O'Rourke is a humorist writing for people who don't like us much and especially don't like Trump.

John Borell said...

Paywalled. But I like the comment, we are what you get when you turn a horde loose in a vast space.

I don’t think any other country is like us. I don’t think any of them can truly understand us.

Fernandinande said...

I'm so old I can remember when P.J. O'Rourke was funny.

Drago said...

Reposted from another thread:

Unbelievable.

Now the democraticals are talking about impeaching Trump and/or Barr to stop the republicans from comfirming another SC justice!

Gaming this out, this impeachment gambit represents desperation on a scale not before seen which can mean only 1 thing: The democraticals are executing their mass mailing/ballot harvesting ploy with the clear understanding that Roberts was in their corner and would vote to give the democraticals what they needed to cheat Trump out of office.

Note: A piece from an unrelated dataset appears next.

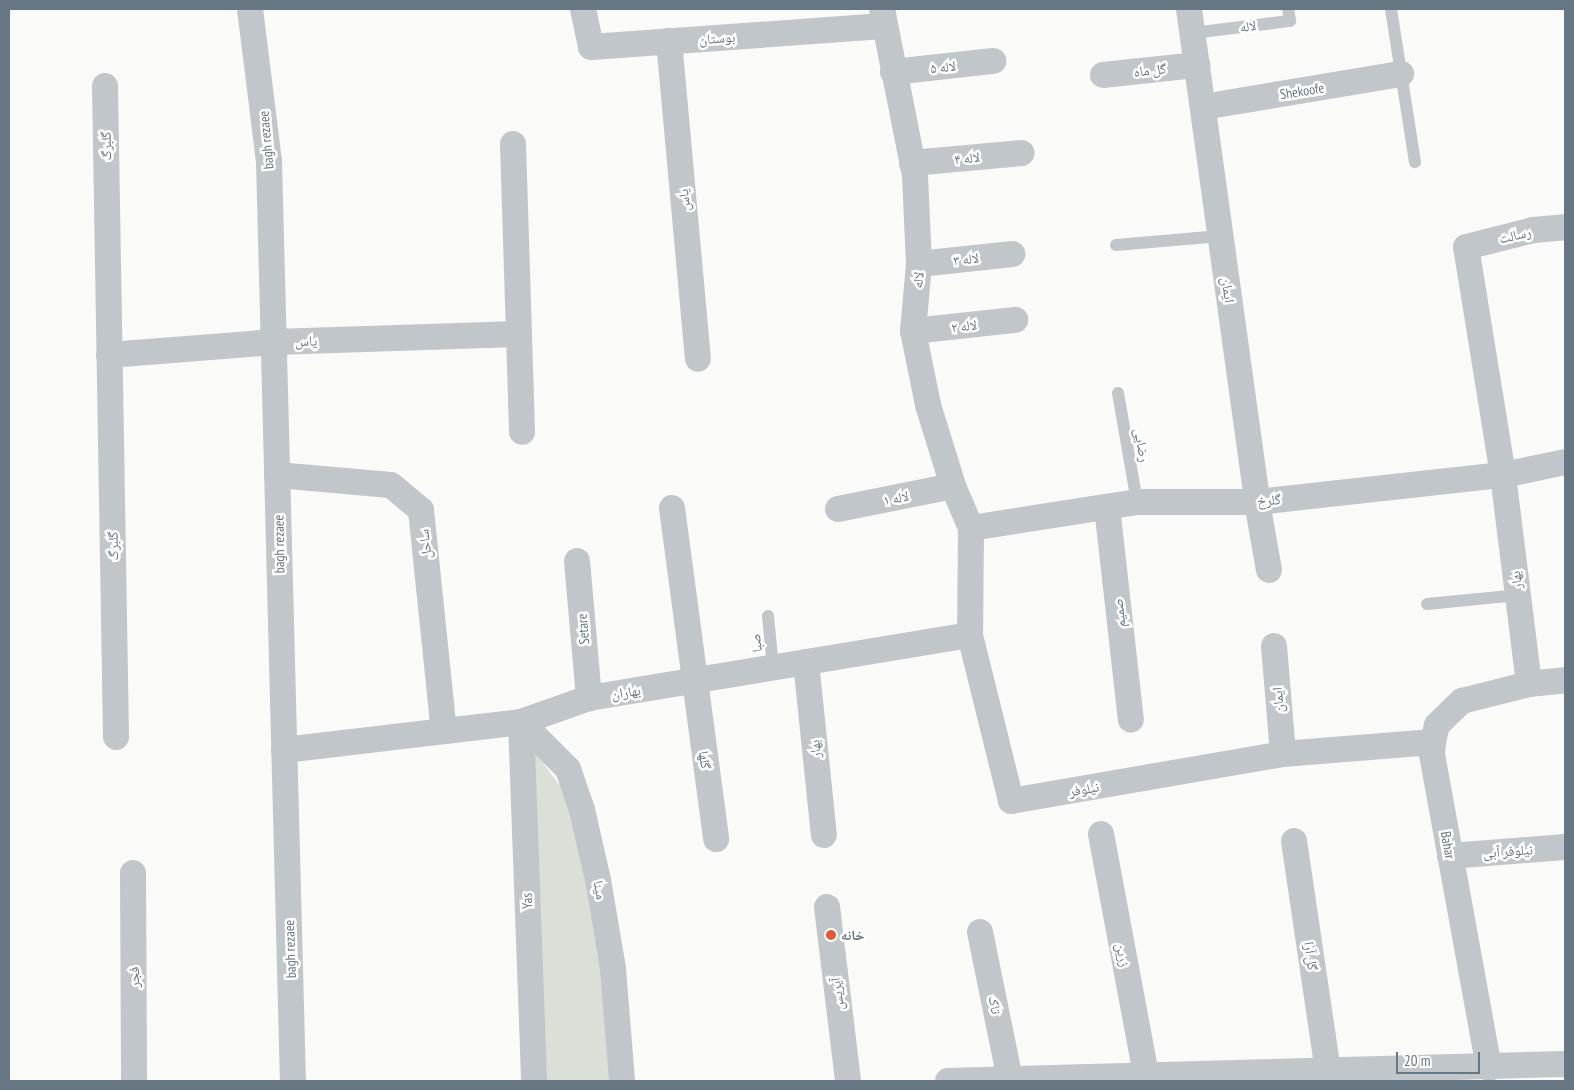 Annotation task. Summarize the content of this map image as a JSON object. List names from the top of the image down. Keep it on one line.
{"streets":{"street":["لاله","بوستان","لاله ۵","گل ماه","Shekoofe","bagh rezaee","گلبرگ","لاله ۴","یاس","رسالت","لاله ۳","ایمان","لاله ۲","لاله ۱","گلرخ","ساحل","بهار","صمیم","Setare","بهاران","گلها","نیلوفر","Bahar","نیلوفر آبی","مینا","Yas","زرین","گل آرا","فجر","آیریس","تاک"],"lane":["رضایی","صبا"]},"crossings":[["لاله","بوستان"],["لاله","لاله ۵"],["لاله","لاله ۴"],["لاله","لاله ۳"],["لاله","ایمان"],["لاله","لاله ۲"],["لاله","لاله ۱"],["لاله","گلرخ"],["لاله","نیلوفر"],["بوستان","یاس"],["گل ماه","ایمان"],["Shekoofe","ایمان"],["bagh rezaee","یاس"],["bagh rezaee","ساحل"],["bagh rezaee","بهاران"],["رسالت","بهار"],["ایمان","گلرخ"],["ایمان","نیلوفر"],["رضایی","گلرخ"],["گلرخ","بهار"],["گلرخ","صمیم"],["گلرخ","نیلوفر"],["ساحل","بهاران"],["بهار","بهاران"],["بهار","Bahar"],["Setare","بهاران"],["صبا","بهاران"],["بهاران","گلها"],["بهاران","نیلوفر"],["بهاران","مینا"],["بهاران","Yas"],["نیلوفر","Bahar"],["Bahar","نیلوفر آبی"],["مینا","Yas"]],"places":["خانه"],"scale_bar":"20 m"}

But RBG's untimely passing has now thrown that plan, which is all the democraticals have left before open insurrection, into chaos.

Drago said...

PJ ain't PJ anymore.

He's just Peggy Noonan with a cocktail.

Vonnegan said...

O'Rourke used to be wonderful to read - irreverent and hilarious at his best. Now he's been reduced to shilling for the likes of Joe Biden. Did some investments go bad, PJ? Worried you don't have enough in the bank for your dotage? "Joe Biden is kind!" "Joe Biden is smart!" "Orange Man bad!" What a pathetic, irrelevant, unfunny hack. Blech.

Bay Area Guy said...

PJ was wonderful 30 years ago. Haven't heard much from him since. Not sure he has the current pulse of American politics in his grasp.

Narayanan said...

BleachBit-and-Hammers said...
Clinton won the popular vote in ONE state. The most populated state in our union is CA, and she won it by around 4 million votes.

Her win in CA proves WHY we NEED the fairness of the EC.

otherwise- CA would pick our pres every time. Is that what we want?
-------------===============
I would Make it simple(r) >>>> CA Governor is also US President with Treasury disbursal at his pleasure.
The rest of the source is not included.